When you reach the listing below, copy each line exactly.

_ _ _ _

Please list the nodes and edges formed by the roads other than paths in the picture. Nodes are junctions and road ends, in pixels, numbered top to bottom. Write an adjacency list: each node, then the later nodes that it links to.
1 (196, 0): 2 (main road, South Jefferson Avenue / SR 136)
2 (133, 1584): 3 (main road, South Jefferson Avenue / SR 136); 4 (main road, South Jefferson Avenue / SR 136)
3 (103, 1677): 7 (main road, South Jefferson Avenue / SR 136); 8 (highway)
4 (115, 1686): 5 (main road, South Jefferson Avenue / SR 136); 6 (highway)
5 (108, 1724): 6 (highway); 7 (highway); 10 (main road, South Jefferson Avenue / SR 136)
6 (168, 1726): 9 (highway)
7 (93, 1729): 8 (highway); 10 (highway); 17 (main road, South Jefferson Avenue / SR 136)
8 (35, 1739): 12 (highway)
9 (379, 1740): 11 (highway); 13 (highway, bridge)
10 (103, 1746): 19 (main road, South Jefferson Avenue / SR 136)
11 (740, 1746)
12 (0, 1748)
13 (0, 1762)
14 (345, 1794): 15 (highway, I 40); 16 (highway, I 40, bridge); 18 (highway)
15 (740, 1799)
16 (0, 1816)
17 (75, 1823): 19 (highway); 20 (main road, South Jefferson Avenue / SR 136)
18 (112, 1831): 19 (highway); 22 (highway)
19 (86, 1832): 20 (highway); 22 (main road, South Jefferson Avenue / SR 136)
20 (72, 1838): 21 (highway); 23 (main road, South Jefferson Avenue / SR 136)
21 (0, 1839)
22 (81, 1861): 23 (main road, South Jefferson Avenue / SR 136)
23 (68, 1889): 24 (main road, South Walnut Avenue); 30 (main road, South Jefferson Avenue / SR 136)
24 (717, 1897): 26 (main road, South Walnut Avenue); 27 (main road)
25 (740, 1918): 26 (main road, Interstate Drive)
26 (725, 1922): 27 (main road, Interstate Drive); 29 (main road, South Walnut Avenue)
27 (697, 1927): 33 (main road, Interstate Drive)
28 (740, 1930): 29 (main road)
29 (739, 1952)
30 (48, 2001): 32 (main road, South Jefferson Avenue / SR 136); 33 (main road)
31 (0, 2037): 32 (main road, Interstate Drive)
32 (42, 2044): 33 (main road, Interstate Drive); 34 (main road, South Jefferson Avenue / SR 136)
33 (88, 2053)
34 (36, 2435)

_ _ _ _

ANSWER SPACE —
Please list the nodes and edges formed by the roads other than paths in the picture. Nodes are junctions and road ends, in pixels, numbered top to bottom. Write an adjacency list: each node, then the later nodes that it links to.
1 (196, 0): 2 (main road, South Jefferson Avenue / SR 136)
2 (133, 1584): 3 (main road, South Jefferson Avenue / SR 136); 4 (main road, South Jefferson Avenue / SR 136)
3 (103, 1677): 7 (main road, South Jefferson Avenue / SR 136); 8 (highway)
4 (115, 1686): 5 (main road, South Jefferson Avenue / SR 136); 6 (highway)
5 (108, 1724): 6 (highway); 7 (highway); 10 (main road, South Jefferson Avenue / SR 136)
6 (168, 1726): 9 (highway)
7 (93, 1729): 8 (highway); 10 (highway); 17 (main road, South Jefferson Avenue / SR 136)
8 (35, 1739): 12 (highway)
9 (379, 1740): 11 (highway); 13 (highway, bridge)
10 (103, 1746): 19 (main road, South Jefferson Avenue / SR 136)
11 (740, 1746)
12 (0, 1748)
13 (0, 1762)
14 (345, 1794): 15 (highway, I 40); 16 (highway, I 40, bridge); 18 (highway)
15 (740, 1799)
16 (0, 1816)
17 (75, 1823): 19 (highway); 20 (main road, South Jefferson Avenue / SR 136)
18 (112, 1831): 19 (highway); 22 (highway)
19 (86, 1832): 20 (highway); 22 (main road, South Jefferson Avenue / SR 136)
20 (72, 1838): 21 (highway); 23 (main road, South Jefferson Avenue / SR 136)
21 (0, 1839)
22 (81, 1861): 23 (main road, South Jefferson Avenue / SR 136)
23 (68, 1889): 24 (main road, South Walnut Avenue); 30 (main road, South Jefferson Avenue / SR 136)
24 (717, 1897): 26 (main road, South Walnut Avenue); 27 (main road)
25 (740, 1918): 26 (main road, Interstate Drive)
26 (725, 1922): 27 (main road, Interstate Drive); 29 (main road, South Walnut Avenue)
27 (697, 1927): 33 (main road, Interstate Drive)
28 (740, 1930): 29 (main road)
29 (739, 1952)
30 (48, 2001): 32 (main road, South Jefferson Avenue / SR 136); 33 (main road)
31 (0, 2037): 32 (main road, Interstate Drive)
32 (42, 2044): 33 (main road, Interstate Drive); 34 (main road, South Jefferson Avenue / SR 136)
33 (88, 2053)
34 (36, 2435)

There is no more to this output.